И на струнах отзывчивых возник

Протяжный звук, как сердца стон печальный,

И Чайльд запел, а белокрылый бриг

Летел туда, где ждал их берег дальный,

И в шуме темных волн тонул напев прощальный.

«Прости, прости! Все крепнет шквал,

Все выше вал встает,

И берег Англии пропал

Среди кипящих вод.

Плывем на Запад, солнцу вслед,

Покинув отчий край.

Прощай до завтра, солнца свет,

Британия, прощай!»[7]

— Какие прекрасные слова великого поэта! Ты читаешь Байрона? Не думала, что тебе близко его творчество, и все же... — Вампирша задумалась. — Да, понимаю, — медленно кивнула она. — Вас связывает внутренний разлад, мрачные мысли, от которых не укрыться, куда бы ты ни отправился.

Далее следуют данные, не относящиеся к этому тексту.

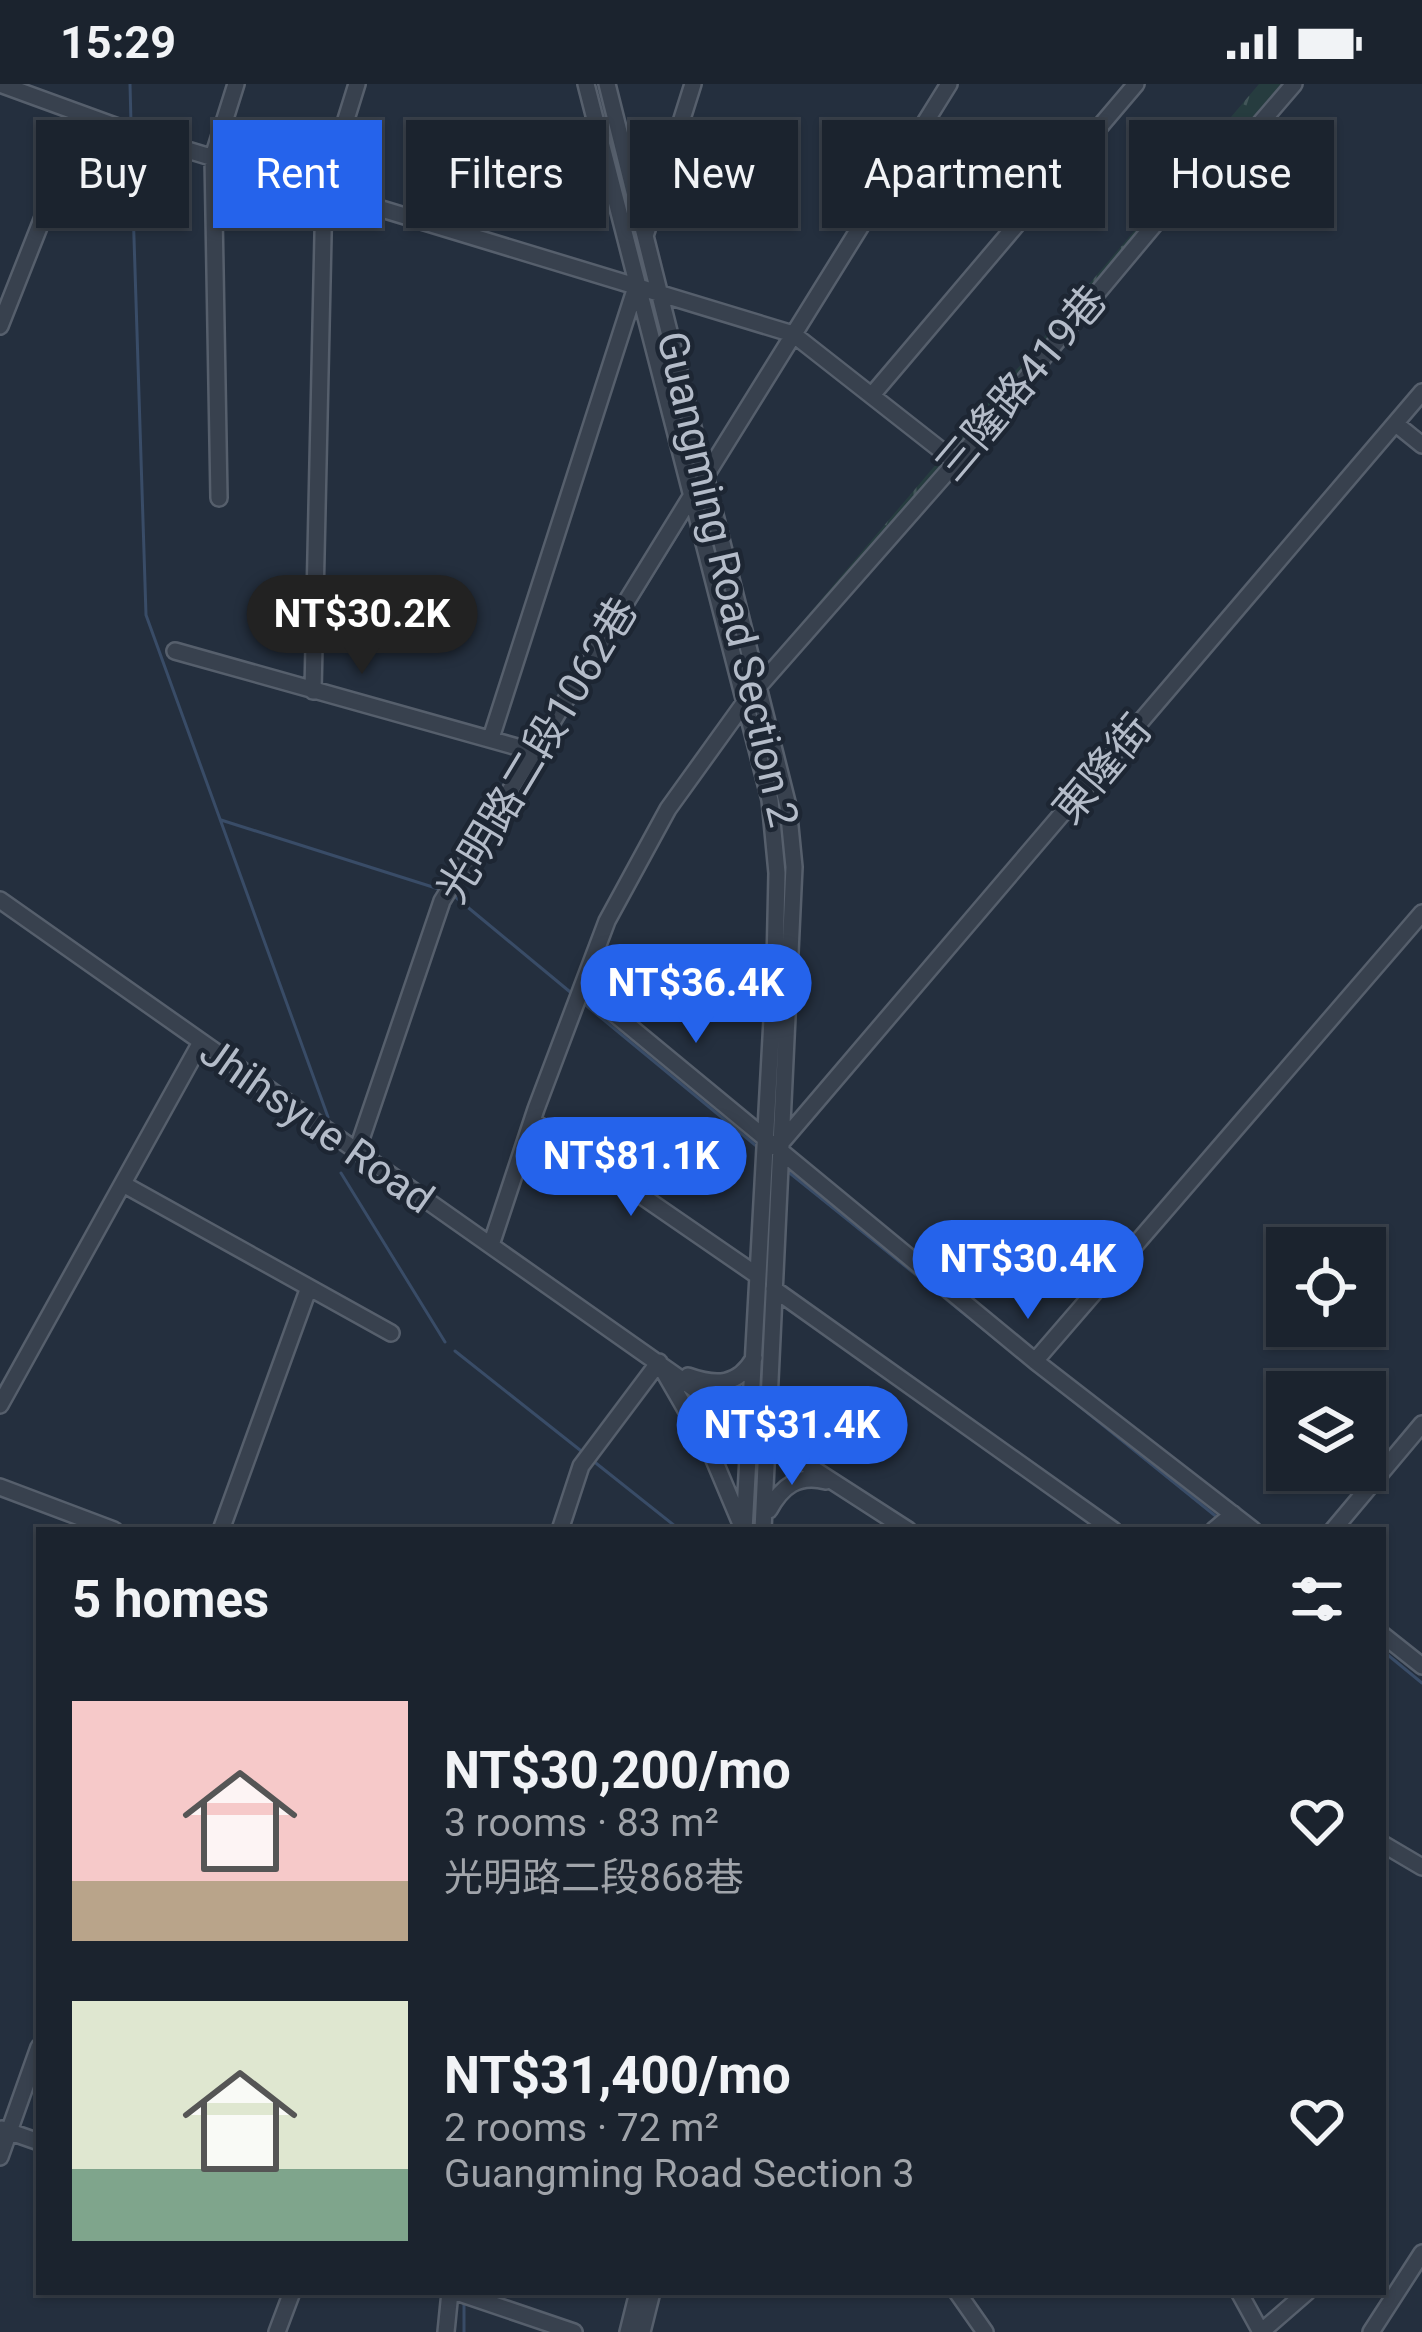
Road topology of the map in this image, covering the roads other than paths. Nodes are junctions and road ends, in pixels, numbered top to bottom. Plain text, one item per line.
1 (0, 84) edge
2 (236, 84) edge
3 (357, 84) edge
4 (586, 84) edge
5 (607, 84) edge
6 (693, 84) edge
7 (949, 84) edge
8 (1136, 84) edge
9 (1294, 84) edge
10 (83, 116) junction
11 (225, 120) edge
12 (346, 120) edge
13 (213, 157) edge
14 (382, 208) edge
15 (214, 228) edge
16 (323, 228) edge
17 (645, 236) junction
18 (648, 291) junction
19 (0, 326) edge
20 (796, 337) junction
21 (1422, 392) edge
22 (872, 395) junction
23 (1396, 424) junction
24 (1422, 445) edge
25 (956, 462) junction
26 (705, 477) junction
27 (692, 495) junction
28 (219, 498) dead end
29 (175, 651) dead end
30 (313, 691) junction
31 (753, 693) junction
32 (491, 738) junction
33 (535, 752) junction
34 (0, 900) edge
35 (1422, 913) edge
36 (582, 987) junction
37 (200, 1044) junction
38 (533, 1120) junction
39 (775, 1144) junction
40 (357, 1150) junction
41 (123, 1184) junction
42 (491, 1245) junction
43 (758, 1276) junction
44 (774, 1289) junction
45 (308, 1290) junction
46 (392, 1333) dead end
47 (756, 1351) junction
48 (1035, 1361) junction
49 (658, 1362) junction
50 (0, 1405) edge
51 (1422, 1424) edge
52 (753, 1430) junction
53 (771, 1441) junction
54 (838, 1484) junction
55 (0, 1487) edge
56 (1224, 1522) edge
57 (106, 1527) edge
58 (222, 1527) edge
59 (561, 1527) edge
60 (742, 1527) edge
61 (743, 1527) edge
62 (763, 1527) edge
63 (764, 1527) edge
64 (903, 1527) edge
65 (1109, 1527) edge
66 (1336, 1527) edge
67 (1386, 1637) edge
68 (1422, 1666) edge
69 (1386, 1846) edge
70 (1422, 1867) edge
71 (36, 2054) edge
72 (5, 2130) edge
73 (36, 2141) edge
74 (0, 2157) edge
75 (1422, 2253) edge
76 (291, 2295) edge
77 (452, 2295) edge
78 (462, 2295) edge
79 (637, 2295) edge
80 (651, 2295) edge
81 (959, 2295) edge
82 (1245, 2295) edge
83 (1304, 2295) edge
84 (277, 2332) edge
85 (446, 2332) edge
86 (574, 2332) edge
87 (628, 2332) edge
88 (642, 2332) edge
89 (986, 2332) edge
90 (1261, 2332) edge
91 (1371, 2332) edge

1 - 10 street
2 - 11 street
3 - 12 street
4 - 18 street, Guangming Road Section 2
5 - 17 street, Guangming Road Section 2
6 - 17 street
7 - 20 street
8 - 22 street
9 - 25 street, 三隆路419巷
10 - 13 street
10 - 19 street
14 - 18 street
15 - 28 street
16 - 30 street
17 - 18 street, Guangming Road Section 2
18 - 20 street
18 - 26 street, Guangming Road Section 2
18 - 27 street, Guangming Road Section 2
18 - 32 street
20 - 22 street
20 - 26 street
21 - 23 street, 東隆街
22 - 25 street
23 - 24 street
23 - 39 street, 東隆街
25 - 31 street, 三隆路419巷
26 - 31 street, Guangming Road Section 2
27 - 31 street, Guangming Road Section 2
27 - 33 street, 光明路二段1062巷
29 - 30 street
30 - 32 street
31 - 36 street, 三隆路419巷
31 - 39 street, Guangming Road Section 2
32 - 33 street
33 - 40 street, 光明路二段1062巷
34 - 37 street, Jhihsyue Road
35 - 48 street
36 - 38 street, 三隆路419巷
36 - 39 street
37 - 40 street, Jhihsyue Road
37 - 41 street
38 - 42 street, 三隆路419巷
38 - 43 street
39 - 43 street, Guangming Road Section 2
39 - 44 street, Guangming Road Section 2
39 - 48 street
40 - 42 street, Jhihsyue Road
41 - 45 street
41 - 50 street
42 - 49 street, Jhihsyue Road
43 - 47 street, Guangming Road Section 2
44 - 53 street, Guangming Road Section 2
44 - 65 street
45 - 46 street
45 - 58 street
47 - 49 street
47 - 52 street, Guangming Road Section 2
48 - 56 street
49 - 52 street, Jhihsyue Road
49 - 59 street
49 - 60 street
51 - 66 street
52 - 53 street, Jhihsyue Road
52 - 61 street, Guangming Road Section 2
53 - 54 street, Jhihsyue Road
53 - 62 street, Guangming Road Section 2
54 - 63 street
54 - 64 street, Jhihsyue Road
55 - 57 street
67 - 68 street
69 - 70 street
71 - 72 street
72 - 73 street
72 - 74 street
75 - 91 street
76 - 84 street
77 - 85 street
78 - 86 street
79 - 87 street
80 - 88 street
81 - 89 street
82 - 90 street
83 - 90 street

Брэм часто заморгал и, убедившись, что это не игра его больного воображения и не галлюцинация, вызванная тоской по Иви, поприветствовал непрошеную гостью, которая невозмутимо сидела на стуле у окна, держа в руках похожий томик Байрона. Присмотревшись, Брэм понял, что вампирша взяла книгу из его библиотеки. Как долго она была в комнате? Почему на этот раз он не почувствовал ее присутствия?

— Потому что мне этого не хотелось.

Вероятно. По мнению Брэма, Иви могла все.

Вампирша склонила голову набок, но на первый вопрос так и не ответила.

— Ты пришла, чтобы почитать мне стихи? — спросил Брэм, пытаясь придать своему голосу легкомысленно-шутливое звучание.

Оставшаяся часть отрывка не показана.